● What is needed
Copy all lines holding the word "index" from the entries.
╭─ Material for this exercise
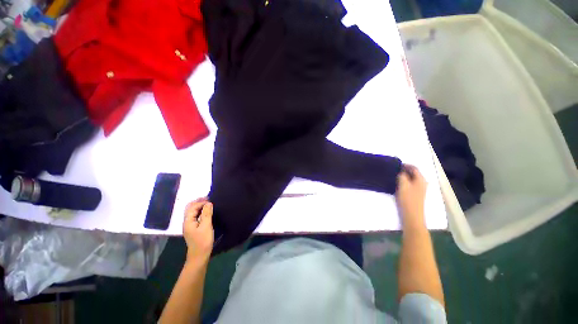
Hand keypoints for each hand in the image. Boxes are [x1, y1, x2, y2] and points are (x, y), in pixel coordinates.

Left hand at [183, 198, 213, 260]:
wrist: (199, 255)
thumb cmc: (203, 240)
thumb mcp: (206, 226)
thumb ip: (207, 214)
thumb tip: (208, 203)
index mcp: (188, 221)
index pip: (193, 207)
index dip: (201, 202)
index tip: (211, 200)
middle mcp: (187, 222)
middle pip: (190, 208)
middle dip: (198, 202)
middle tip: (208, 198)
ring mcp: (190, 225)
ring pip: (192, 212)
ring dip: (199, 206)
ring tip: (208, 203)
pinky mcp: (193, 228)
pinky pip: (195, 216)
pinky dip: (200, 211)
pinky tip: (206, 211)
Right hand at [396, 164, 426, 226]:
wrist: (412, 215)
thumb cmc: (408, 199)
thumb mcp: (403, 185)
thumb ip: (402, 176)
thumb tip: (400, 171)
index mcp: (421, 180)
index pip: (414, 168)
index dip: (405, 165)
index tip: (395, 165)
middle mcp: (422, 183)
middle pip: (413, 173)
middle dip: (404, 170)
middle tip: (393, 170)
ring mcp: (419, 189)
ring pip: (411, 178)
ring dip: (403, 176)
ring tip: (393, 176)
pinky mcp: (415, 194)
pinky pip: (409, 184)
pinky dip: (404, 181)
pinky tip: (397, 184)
╰─
╭─ Material for this exercise
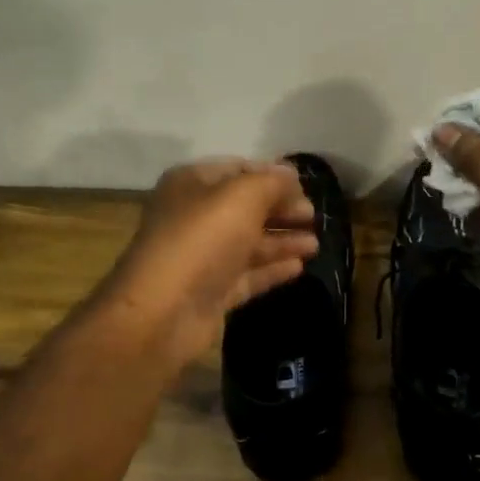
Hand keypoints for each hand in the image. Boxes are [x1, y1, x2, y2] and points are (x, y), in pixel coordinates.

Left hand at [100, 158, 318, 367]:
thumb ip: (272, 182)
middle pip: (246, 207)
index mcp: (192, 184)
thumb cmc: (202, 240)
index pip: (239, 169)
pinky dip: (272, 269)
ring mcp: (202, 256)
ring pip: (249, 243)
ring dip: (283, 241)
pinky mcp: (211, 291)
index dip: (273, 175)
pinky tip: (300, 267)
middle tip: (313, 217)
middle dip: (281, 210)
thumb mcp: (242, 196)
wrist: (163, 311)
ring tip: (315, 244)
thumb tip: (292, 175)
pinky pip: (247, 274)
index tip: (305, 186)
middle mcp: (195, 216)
╰─
● Exercise result
index mcp: (188, 221)
index pip: (193, 207)
index dip: (201, 202)
index tip: (211, 200)
index mcp: (421, 180)
index pip: (414, 168)
index dip: (405, 165)
index tip: (395, 165)
index mcp: (192, 184)
index pip: (239, 169)
index dip: (273, 175)
index tip: (305, 186)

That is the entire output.